[Work instructions] Please repeat the data exactly. Any picture in it stays out.

Data excerpts below:

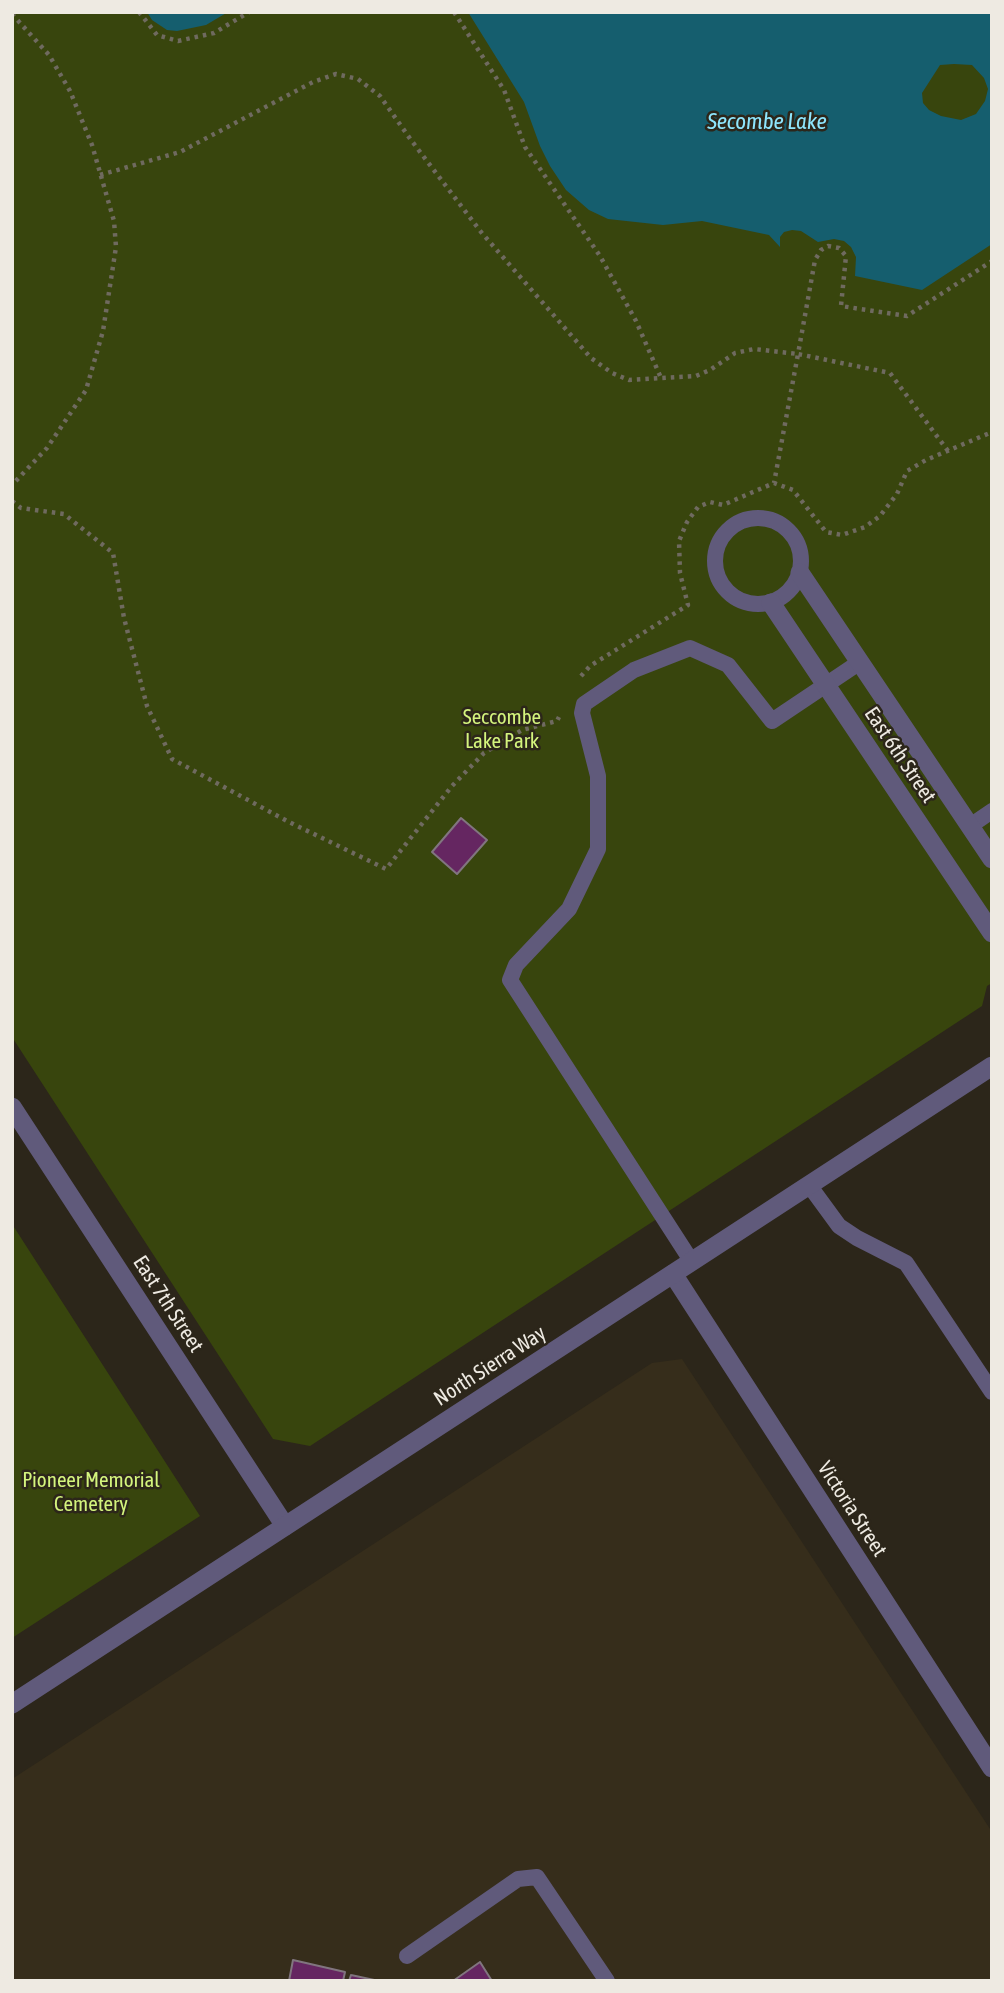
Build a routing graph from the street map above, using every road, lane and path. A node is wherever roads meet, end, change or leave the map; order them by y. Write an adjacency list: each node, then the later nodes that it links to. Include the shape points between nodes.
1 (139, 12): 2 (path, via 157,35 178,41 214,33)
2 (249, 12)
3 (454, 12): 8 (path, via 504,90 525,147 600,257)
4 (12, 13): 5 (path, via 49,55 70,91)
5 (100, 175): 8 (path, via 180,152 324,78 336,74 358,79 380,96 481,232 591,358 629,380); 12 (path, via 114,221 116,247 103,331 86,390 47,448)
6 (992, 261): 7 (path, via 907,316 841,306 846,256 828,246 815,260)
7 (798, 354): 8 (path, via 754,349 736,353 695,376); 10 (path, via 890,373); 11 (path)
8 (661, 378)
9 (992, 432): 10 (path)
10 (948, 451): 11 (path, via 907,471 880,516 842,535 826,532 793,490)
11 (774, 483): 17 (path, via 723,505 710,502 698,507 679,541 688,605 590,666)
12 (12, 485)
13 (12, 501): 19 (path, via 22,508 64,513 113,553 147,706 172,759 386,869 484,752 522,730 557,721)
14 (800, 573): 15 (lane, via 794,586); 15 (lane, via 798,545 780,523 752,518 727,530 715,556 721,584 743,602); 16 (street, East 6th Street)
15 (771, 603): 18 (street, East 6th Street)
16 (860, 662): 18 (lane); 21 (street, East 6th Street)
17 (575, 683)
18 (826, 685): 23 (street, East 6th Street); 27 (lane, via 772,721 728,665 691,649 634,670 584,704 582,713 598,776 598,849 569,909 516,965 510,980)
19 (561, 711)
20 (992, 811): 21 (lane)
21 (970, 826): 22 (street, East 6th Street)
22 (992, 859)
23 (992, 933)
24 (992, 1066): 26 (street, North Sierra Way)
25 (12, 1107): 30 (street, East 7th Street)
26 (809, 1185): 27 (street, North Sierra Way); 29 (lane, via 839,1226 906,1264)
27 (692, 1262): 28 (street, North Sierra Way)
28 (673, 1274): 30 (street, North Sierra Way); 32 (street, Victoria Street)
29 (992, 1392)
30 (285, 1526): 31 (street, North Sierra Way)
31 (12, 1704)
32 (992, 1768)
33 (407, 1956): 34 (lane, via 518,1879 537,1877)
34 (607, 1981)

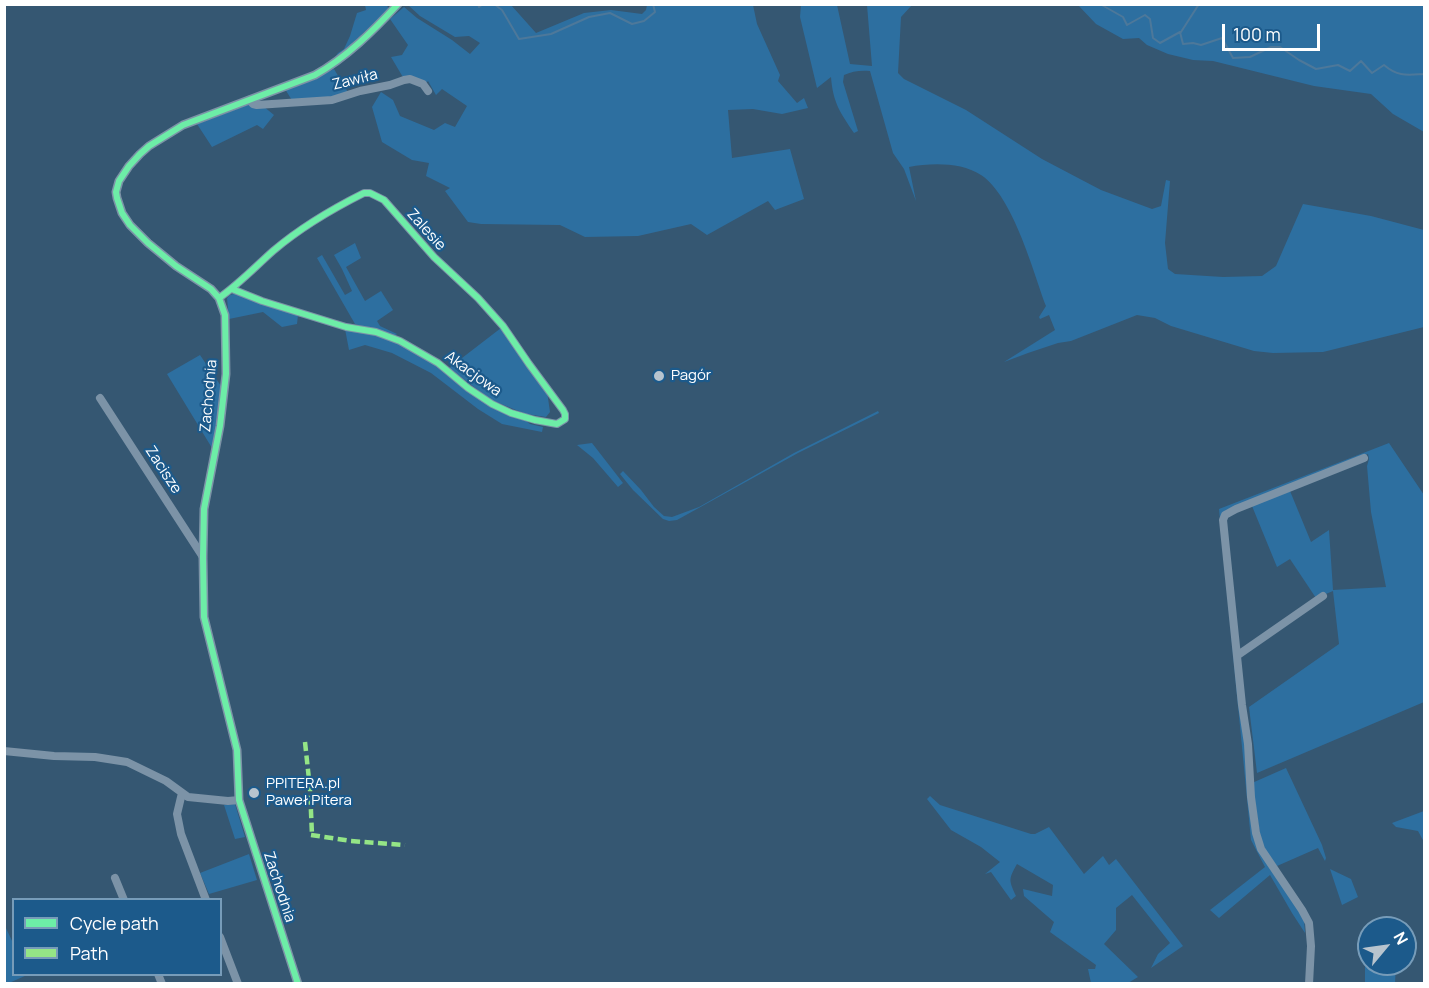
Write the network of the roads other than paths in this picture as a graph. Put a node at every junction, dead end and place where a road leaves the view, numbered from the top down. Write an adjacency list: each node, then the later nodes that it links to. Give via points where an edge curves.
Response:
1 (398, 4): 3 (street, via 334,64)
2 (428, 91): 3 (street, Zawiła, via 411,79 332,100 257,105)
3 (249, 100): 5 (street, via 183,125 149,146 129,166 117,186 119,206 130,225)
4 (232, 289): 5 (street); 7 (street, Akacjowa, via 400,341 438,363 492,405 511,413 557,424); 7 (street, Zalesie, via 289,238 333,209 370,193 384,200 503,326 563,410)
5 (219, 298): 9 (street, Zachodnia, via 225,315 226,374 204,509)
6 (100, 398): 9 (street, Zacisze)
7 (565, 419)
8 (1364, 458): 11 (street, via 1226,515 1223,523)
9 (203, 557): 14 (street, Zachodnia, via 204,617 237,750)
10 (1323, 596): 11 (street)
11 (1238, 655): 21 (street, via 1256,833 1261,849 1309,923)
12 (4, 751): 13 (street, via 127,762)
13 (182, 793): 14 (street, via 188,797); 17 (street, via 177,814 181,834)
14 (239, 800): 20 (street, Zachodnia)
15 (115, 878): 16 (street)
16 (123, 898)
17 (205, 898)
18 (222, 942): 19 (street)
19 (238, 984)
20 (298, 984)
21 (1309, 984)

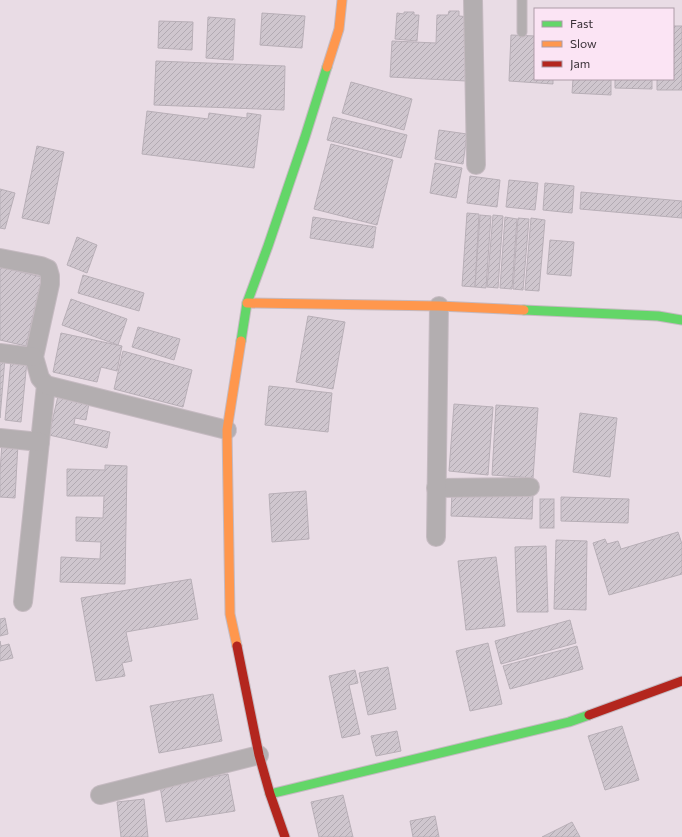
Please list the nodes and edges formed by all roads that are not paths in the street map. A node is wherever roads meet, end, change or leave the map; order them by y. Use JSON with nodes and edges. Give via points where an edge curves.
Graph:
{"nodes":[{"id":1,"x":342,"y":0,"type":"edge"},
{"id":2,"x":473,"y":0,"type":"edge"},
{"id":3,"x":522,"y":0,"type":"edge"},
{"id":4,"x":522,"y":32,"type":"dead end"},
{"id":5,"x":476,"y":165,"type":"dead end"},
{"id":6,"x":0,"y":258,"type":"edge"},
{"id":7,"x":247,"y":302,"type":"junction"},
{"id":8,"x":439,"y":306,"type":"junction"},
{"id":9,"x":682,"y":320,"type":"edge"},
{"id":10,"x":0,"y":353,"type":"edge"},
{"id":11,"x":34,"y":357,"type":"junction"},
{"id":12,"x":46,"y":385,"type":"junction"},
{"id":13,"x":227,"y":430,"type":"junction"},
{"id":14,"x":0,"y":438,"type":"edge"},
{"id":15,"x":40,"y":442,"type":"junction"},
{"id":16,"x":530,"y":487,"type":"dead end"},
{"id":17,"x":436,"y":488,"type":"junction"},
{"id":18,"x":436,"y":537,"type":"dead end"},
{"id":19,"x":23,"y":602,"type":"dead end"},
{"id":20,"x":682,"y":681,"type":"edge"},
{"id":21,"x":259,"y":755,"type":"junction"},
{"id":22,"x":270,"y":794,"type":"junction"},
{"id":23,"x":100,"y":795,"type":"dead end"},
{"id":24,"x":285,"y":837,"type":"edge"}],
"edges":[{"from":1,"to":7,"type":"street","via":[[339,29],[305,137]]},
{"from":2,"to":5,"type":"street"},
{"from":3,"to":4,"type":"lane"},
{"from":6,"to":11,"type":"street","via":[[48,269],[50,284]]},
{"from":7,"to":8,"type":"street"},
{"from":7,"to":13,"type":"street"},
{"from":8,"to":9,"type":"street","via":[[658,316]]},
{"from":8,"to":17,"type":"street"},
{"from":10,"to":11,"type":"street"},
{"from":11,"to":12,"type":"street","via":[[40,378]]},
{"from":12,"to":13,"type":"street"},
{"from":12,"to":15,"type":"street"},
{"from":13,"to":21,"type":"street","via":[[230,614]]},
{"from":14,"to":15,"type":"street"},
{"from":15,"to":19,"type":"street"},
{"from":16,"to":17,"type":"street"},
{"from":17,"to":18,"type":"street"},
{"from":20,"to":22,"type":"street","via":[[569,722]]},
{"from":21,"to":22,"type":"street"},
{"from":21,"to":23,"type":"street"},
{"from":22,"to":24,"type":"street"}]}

End of Data excerpts.

[Written reply]
Build a routing graph from the street map above, using every road, lane and path. A node is wherever roads meet, end, change or leave the map; order them by y. Write an adjacency list: each node, then the later nodes that it links to. Include the shape points between nodes.
1 (139, 12): 2 (path, via 157,35 178,41 214,33)
2 (249, 12)
3 (454, 12): 8 (path, via 504,90 525,147 600,257)
4 (12, 13): 5 (path, via 49,55 70,91)
5 (100, 175): 8 (path, via 180,152 324,78 336,74 358,79 380,96 481,232 591,358 629,380); 12 (path, via 114,221 116,247 103,331 86,390 47,448)
6 (992, 261): 7 (path, via 907,316 841,306 846,256 828,246 815,260)
7 (798, 354): 8 (path, via 754,349 736,353 695,376); 10 (path, via 890,373); 11 (path)
8 (661, 378)
9 (992, 432): 10 (path)
10 (948, 451): 11 (path, via 907,471 880,516 842,535 826,532 793,490)
11 (774, 483): 17 (path, via 723,505 710,502 698,507 679,541 688,605 590,666)
12 (12, 485)
13 (12, 501): 19 (path, via 22,508 64,513 113,553 147,706 172,759 386,869 484,752 522,730 557,721)
14 (800, 573): 15 (lane, via 794,586); 15 (lane, via 798,545 780,523 752,518 727,530 715,556 721,584 743,602); 16 (street, East 6th Street)
15 (771, 603): 18 (street, East 6th Street)
16 (860, 662): 18 (lane); 21 (street, East 6th Street)
17 (575, 683)
18 (826, 685): 23 (street, East 6th Street); 27 (lane, via 772,721 728,665 691,649 634,670 584,704 582,713 598,776 598,849 569,909 516,965 510,980)
19 (561, 711)
20 (992, 811): 21 (lane)
21 (970, 826): 22 (street, East 6th Street)
22 (992, 859)
23 (992, 933)
24 (992, 1066): 26 (street, North Sierra Way)
25 (12, 1107): 30 (street, East 7th Street)
26 (809, 1185): 27 (street, North Sierra Way); 29 (lane, via 839,1226 906,1264)
27 (692, 1262): 28 (street, North Sierra Way)
28 (673, 1274): 30 (street, North Sierra Way); 32 (street, Victoria Street)
29 (992, 1392)
30 (285, 1526): 31 (street, North Sierra Way)
31 (12, 1704)
32 (992, 1768)
33 (407, 1956): 34 (lane, via 518,1879 537,1877)
34 (607, 1981)

Write the network of the roads other than paths in this picture as a graph. Put a node at every junction, dead end and place where a road leaves the view, numbered from the top down. Write an adjacency list: each node, then the later nodes that it links to. Give via points where an edge curves.
Response:
1 (398, 4): 3 (street, via 334,64)
2 (428, 91): 3 (street, Zawiła, via 411,79 332,100 257,105)
3 (249, 100): 5 (street, via 183,125 149,146 129,166 117,186 119,206 130,225)
4 (232, 289): 5 (street); 7 (street, Akacjowa, via 400,341 438,363 492,405 511,413 557,424); 7 (street, Zalesie, via 289,238 333,209 370,193 384,200 503,326 563,410)
5 (219, 298): 9 (street, Zachodnia, via 225,315 226,374 204,509)
6 (100, 398): 9 (street, Zacisze)
7 (565, 419)
8 (1364, 458): 11 (street, via 1226,515 1223,523)
9 (203, 557): 14 (street, Zachodnia, via 204,617 237,750)
10 (1323, 596): 11 (street)
11 (1238, 655): 21 (street, via 1256,833 1261,849 1309,923)
12 (4, 751): 13 (street, via 127,762)
13 (182, 793): 14 (street, via 188,797); 17 (street, via 177,814 181,834)
14 (239, 800): 20 (street, Zachodnia)
15 (115, 878): 16 (street)
16 (123, 898)
17 (205, 898)
18 (222, 942): 19 (street)
19 (238, 984)
20 (298, 984)
21 (1309, 984)

Please list the nodes and edges formed by all roads that are not paths in the street map. A node is wherever roads meet, end, change or leave the map; order them by y. Use JSON with nodes and edges. Give via points where an edge curves.
Graph:
{"nodes":[{"id":1,"x":342,"y":0,"type":"edge"},
{"id":2,"x":473,"y":0,"type":"edge"},
{"id":3,"x":522,"y":0,"type":"edge"},
{"id":4,"x":522,"y":32,"type":"dead end"},
{"id":5,"x":476,"y":165,"type":"dead end"},
{"id":6,"x":0,"y":258,"type":"edge"},
{"id":7,"x":247,"y":302,"type":"junction"},
{"id":8,"x":439,"y":306,"type":"junction"},
{"id":9,"x":682,"y":320,"type":"edge"},
{"id":10,"x":0,"y":353,"type":"edge"},
{"id":11,"x":34,"y":357,"type":"junction"},
{"id":12,"x":46,"y":385,"type":"junction"},
{"id":13,"x":227,"y":430,"type":"junction"},
{"id":14,"x":0,"y":438,"type":"edge"},
{"id":15,"x":40,"y":442,"type":"junction"},
{"id":16,"x":530,"y":487,"type":"dead end"},
{"id":17,"x":436,"y":488,"type":"junction"},
{"id":18,"x":436,"y":537,"type":"dead end"},
{"id":19,"x":23,"y":602,"type":"dead end"},
{"id":20,"x":682,"y":681,"type":"edge"},
{"id":21,"x":259,"y":755,"type":"junction"},
{"id":22,"x":270,"y":794,"type":"junction"},
{"id":23,"x":100,"y":795,"type":"dead end"},
{"id":24,"x":285,"y":837,"type":"edge"}],
"edges":[{"from":1,"to":7,"type":"street","via":[[339,29],[305,137]]},
{"from":2,"to":5,"type":"street"},
{"from":3,"to":4,"type":"lane"},
{"from":6,"to":11,"type":"street","via":[[48,269],[50,284]]},
{"from":7,"to":8,"type":"street"},
{"from":7,"to":13,"type":"street"},
{"from":8,"to":9,"type":"street","via":[[658,316]]},
{"from":8,"to":17,"type":"street"},
{"from":10,"to":11,"type":"street"},
{"from":11,"to":12,"type":"street","via":[[40,378]]},
{"from":12,"to":13,"type":"street"},
{"from":12,"to":15,"type":"street"},
{"from":13,"to":21,"type":"street","via":[[230,614]]},
{"from":14,"to":15,"type":"street"},
{"from":15,"to":19,"type":"street"},
{"from":16,"to":17,"type":"street"},
{"from":17,"to":18,"type":"street"},
{"from":20,"to":22,"type":"street","via":[[569,722]]},
{"from":21,"to":22,"type":"street"},
{"from":21,"to":23,"type":"street"},
{"from":22,"to":24,"type":"street"}]}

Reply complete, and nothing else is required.